# Introduction to Residual Neural Network(ResNet)

## Residual Learning

For a CNN model, given an input $x$, it outputs a prediction $y$:

![resnet_1](./image/resnet_1.png "resnet_1")

The complex model is like a **composite function**, i.e. $y = f_n(f_{n-1}(f_{n-2}(...f_1(x)...))) = F(x)$. And we want this composite function to  fit a desired underlying mapping $H(x)$. That is, 

$$F(x) := H(x)$$

However, due to the degragation problem, the deeper the network is, the harder to fit the desired underlying mapping. To address this problem, we try to fit another mapping of $F(x) := H(x) − x$. And the original mapping is recast into $F(x) + x$:

![resnet_2](./image/resnet_2.png "resnet_2")

As shown in the above picture, $F(x)$ is the output of the stacked layers, and $F(x) + x$ is realized by `identity shortcut connection`, i.e. the identity $x$ skips the stacked layers and is added to $F(x)$ directly. 

The term $H(x) - x$（i.e. $F(x)$） is called `residual`, and it is proved that the residual learning framework can ease the training of deeper networks.

## ResNet Architectures for ImageNet

The following table shows the ResNet architectures for ImageNet:

![resnet_3](./image/resnet_3.png "resnet_3")

As shown, a ResNet contains serveral **stages**, most stages have a **building block**, and each block contains serveral convolutional layers. 

## Bottleneck

There is a difference between `ResNet50-`(i.e. 18-layer and 34-layer ResNet) and `ResNet50+`(50-layer or more).
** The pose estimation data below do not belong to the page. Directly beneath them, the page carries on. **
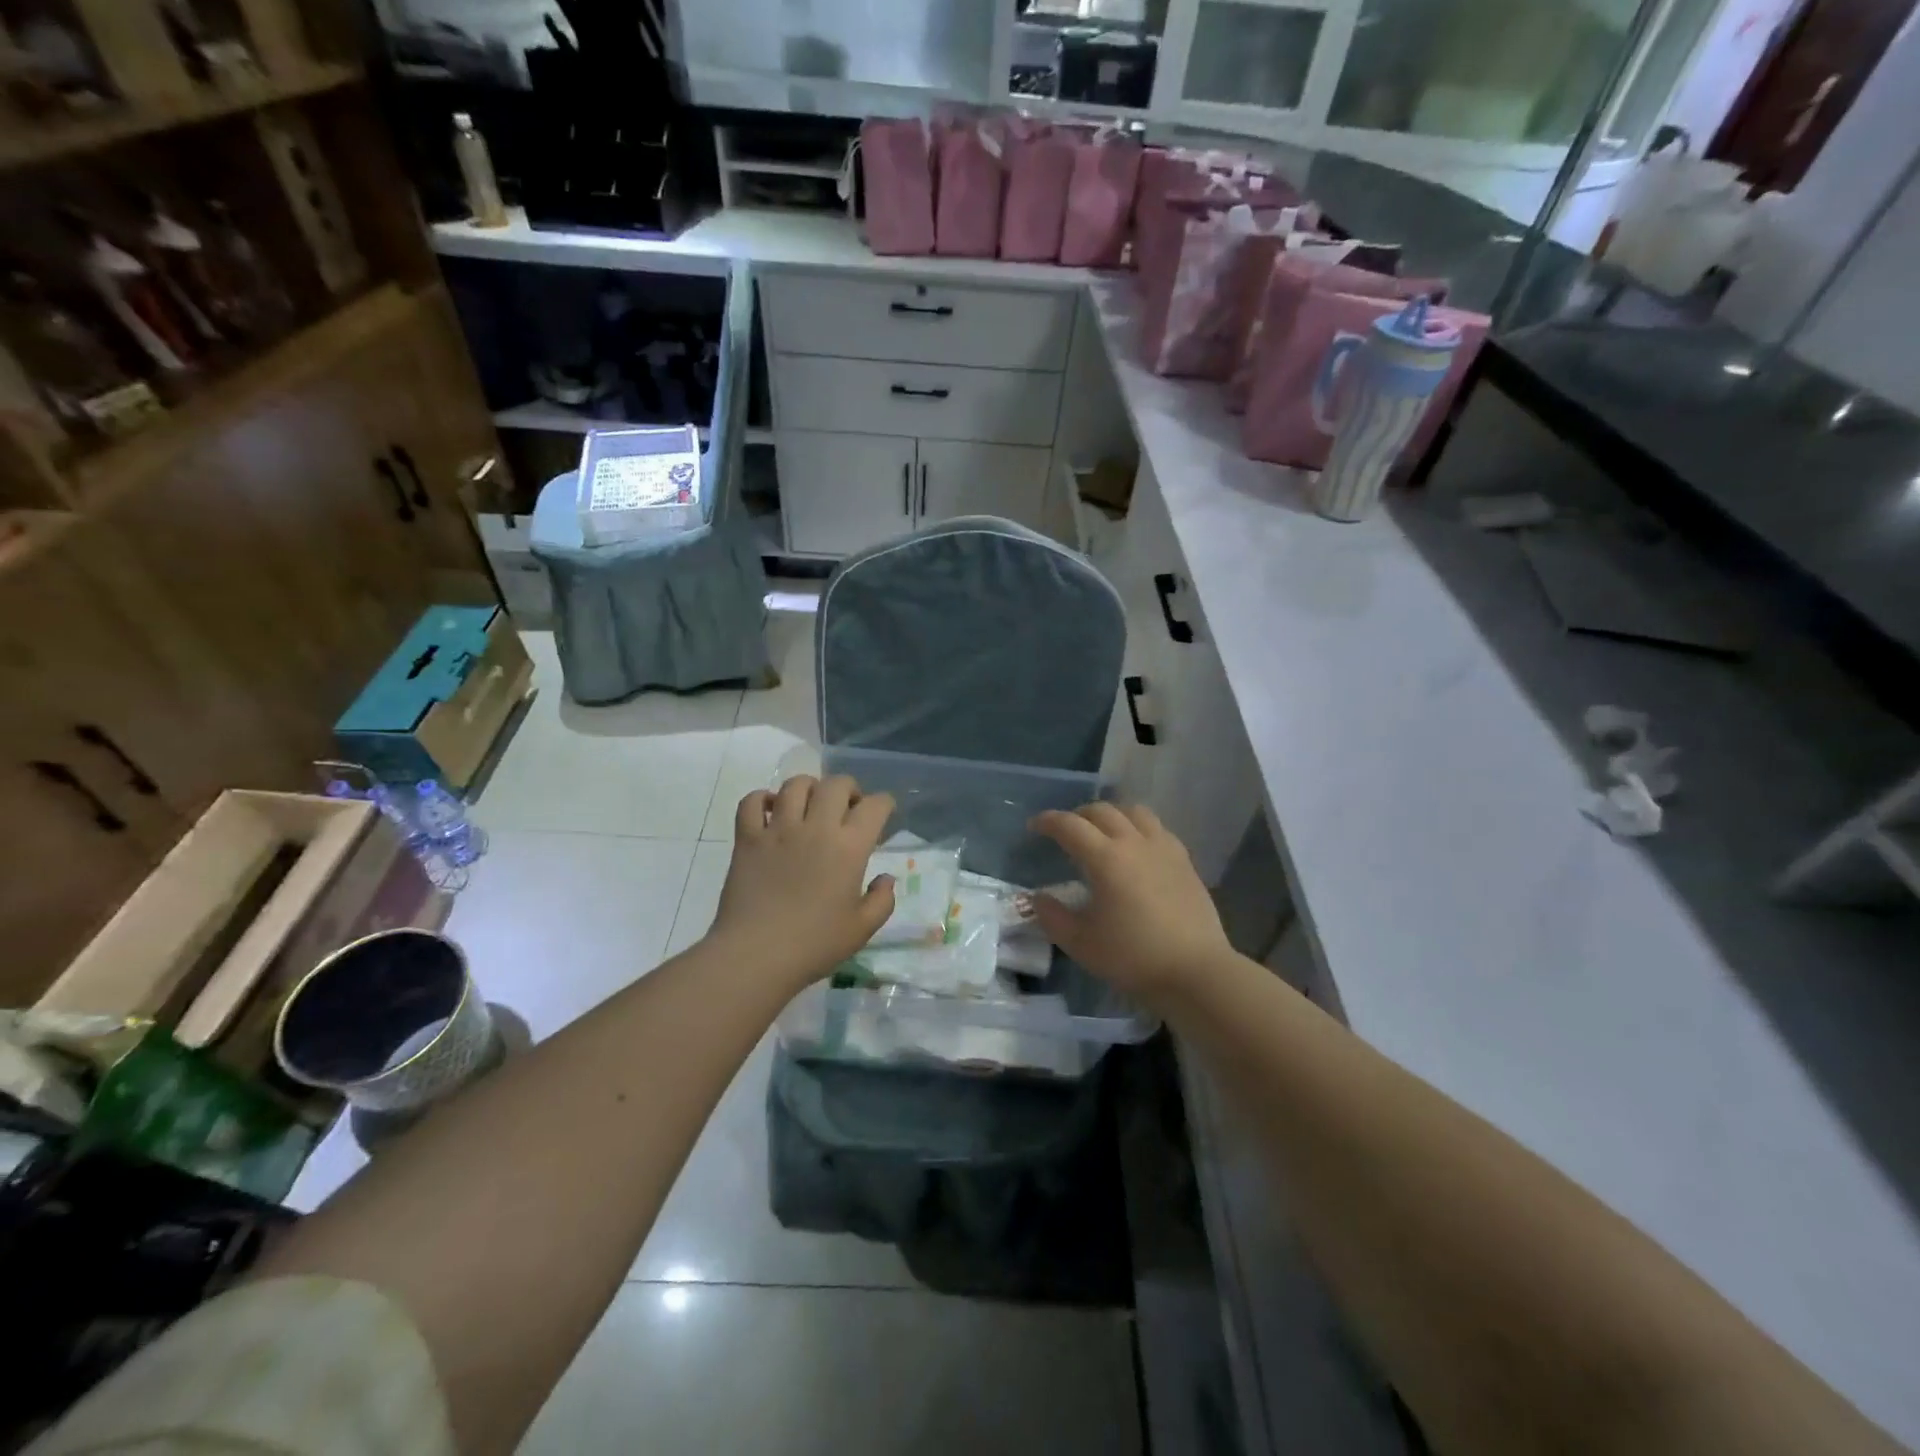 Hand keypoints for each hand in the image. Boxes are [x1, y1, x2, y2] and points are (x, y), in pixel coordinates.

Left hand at [709, 775, 896, 990]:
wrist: (755, 956)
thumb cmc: (814, 945)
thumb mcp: (862, 930)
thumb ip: (882, 900)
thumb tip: (886, 878)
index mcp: (849, 848)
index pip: (875, 806)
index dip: (884, 804)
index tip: (883, 814)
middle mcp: (816, 828)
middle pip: (836, 784)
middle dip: (849, 789)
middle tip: (848, 809)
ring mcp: (778, 829)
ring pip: (795, 785)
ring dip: (809, 788)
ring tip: (811, 805)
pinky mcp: (747, 838)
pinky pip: (751, 802)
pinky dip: (761, 799)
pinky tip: (769, 812)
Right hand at [1029, 803, 1234, 1003]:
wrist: (1195, 971)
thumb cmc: (1133, 957)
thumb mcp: (1080, 943)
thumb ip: (1053, 917)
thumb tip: (1039, 897)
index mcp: (1105, 858)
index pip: (1070, 825)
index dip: (1048, 821)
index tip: (1034, 826)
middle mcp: (1134, 843)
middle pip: (1102, 811)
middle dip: (1078, 815)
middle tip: (1066, 830)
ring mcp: (1164, 848)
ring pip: (1134, 812)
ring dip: (1112, 814)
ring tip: (1103, 831)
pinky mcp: (1184, 860)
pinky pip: (1157, 828)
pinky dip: (1138, 827)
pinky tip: (1137, 848) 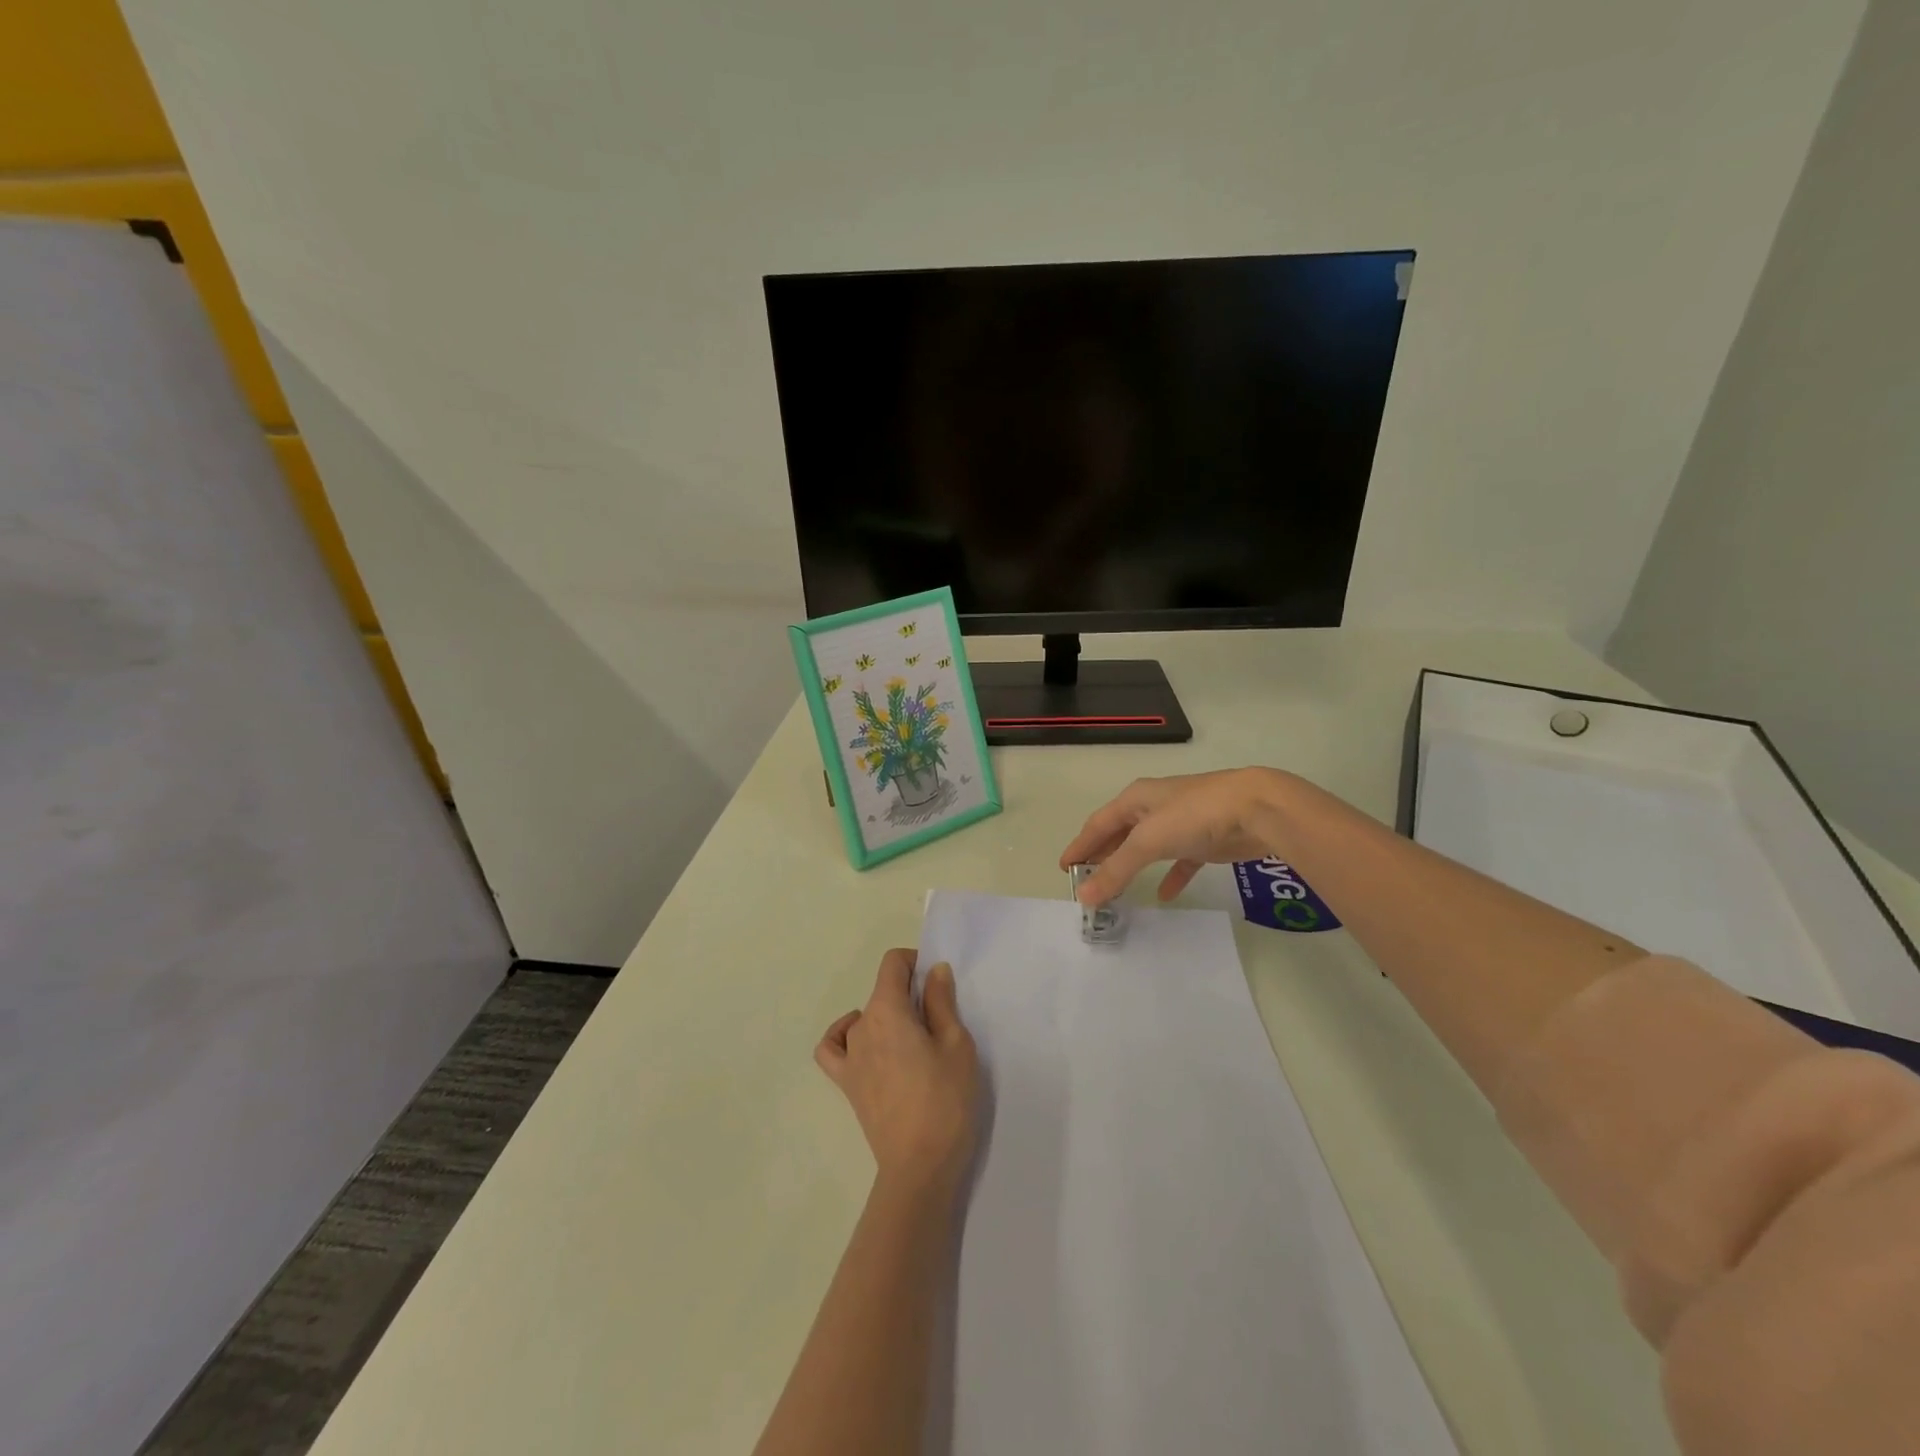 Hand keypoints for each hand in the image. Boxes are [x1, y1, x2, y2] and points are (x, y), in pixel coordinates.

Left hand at [816, 949, 978, 1195]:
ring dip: (888, 1017)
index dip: (915, 962)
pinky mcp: (846, 1084)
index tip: (937, 983)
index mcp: (887, 1010)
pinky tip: (865, 1043)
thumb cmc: (945, 1100)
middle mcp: (861, 1026)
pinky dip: (844, 1036)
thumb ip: (941, 1002)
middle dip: (909, 994)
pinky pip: (834, 1048)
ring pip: (866, 1017)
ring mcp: (849, 1056)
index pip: (892, 963)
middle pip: (882, 991)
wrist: (920, 1166)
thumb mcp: (956, 1043)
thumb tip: (933, 970)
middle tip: (940, 1022)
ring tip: (915, 1041)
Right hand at [1060, 768, 1290, 906]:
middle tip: (1085, 878)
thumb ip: (1116, 869)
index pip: (1098, 824)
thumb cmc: (1194, 815)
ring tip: (1114, 887)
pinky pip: (1180, 860)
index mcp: (1136, 799)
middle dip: (1102, 854)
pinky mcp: (1205, 839)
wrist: (1257, 808)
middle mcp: (1155, 806)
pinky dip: (1170, 876)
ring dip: (1130, 865)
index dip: (1080, 845)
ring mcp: (1181, 821)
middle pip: (1120, 833)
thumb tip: (1084, 896)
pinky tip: (1164, 895)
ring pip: (1147, 846)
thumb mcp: (1148, 841)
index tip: (1064, 868)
That is, for ResNet50+, each block is a "bottleneck" building block:

![resnet_4](./image/resnet_4.png "resnet_4")

As shown, suppose we have a 256-d input, i.e. the number of channels is 256, after the first layer, the number of channels changes from 256 to 64. We keep going forward, and when we have gone through the last layer, the number of channels changes from 64 back to 256. The bottleneck design reduces the dimentions and then restores the dimentions to make sure the time complexity is not increased.

## PyTorch Implementation of ResNet

Now we implement ResNet using PyTorch, and here we choose two simple models, i.e. ResNet18 and ResNet50. For ResNet18 and ResNet50, the building block is as follows:

![resnet_5](./image/resnet_5.png "resnet_5")

And we can add Batch Normalization in basic blocks and bottleneck blocks.

In [1]:
import torch
import torch.nn as nn
from torch.hub import load_state_dict_from_url

model_urls = {
    'resnet18': 'https://download.pytorch.org/models/resnet18-5c106cde.pth',
    'resnet50': 'https://download.pytorch.org/models/resnet50-19c8e357.pth'
}

# 3x3 convolution, i.e. kernel_size=3
def  conv3x3(in_planes, out_planes, stride=1, padding=1):
    """
    in_planes: the number of input channels
    out_planes: the number of output channels
    """
    return nn.Conv2d(in_planes, out_planes, kernel_size=3, stride=stride, padding=padding, bias=False)

#  1x1 convolution, i.e. kernel_size=1
def conv1x1(in_planes, out_planes, stride=1):
    # why bias=False? when the convolutional layer is followed by batch normalization layer, there is no
    # need to have a bias, because batch normalization already includes the bias term.
    return nn.Conv2d(in_planes, out_planes, kernel_size=1, stride=stride, bias=False) 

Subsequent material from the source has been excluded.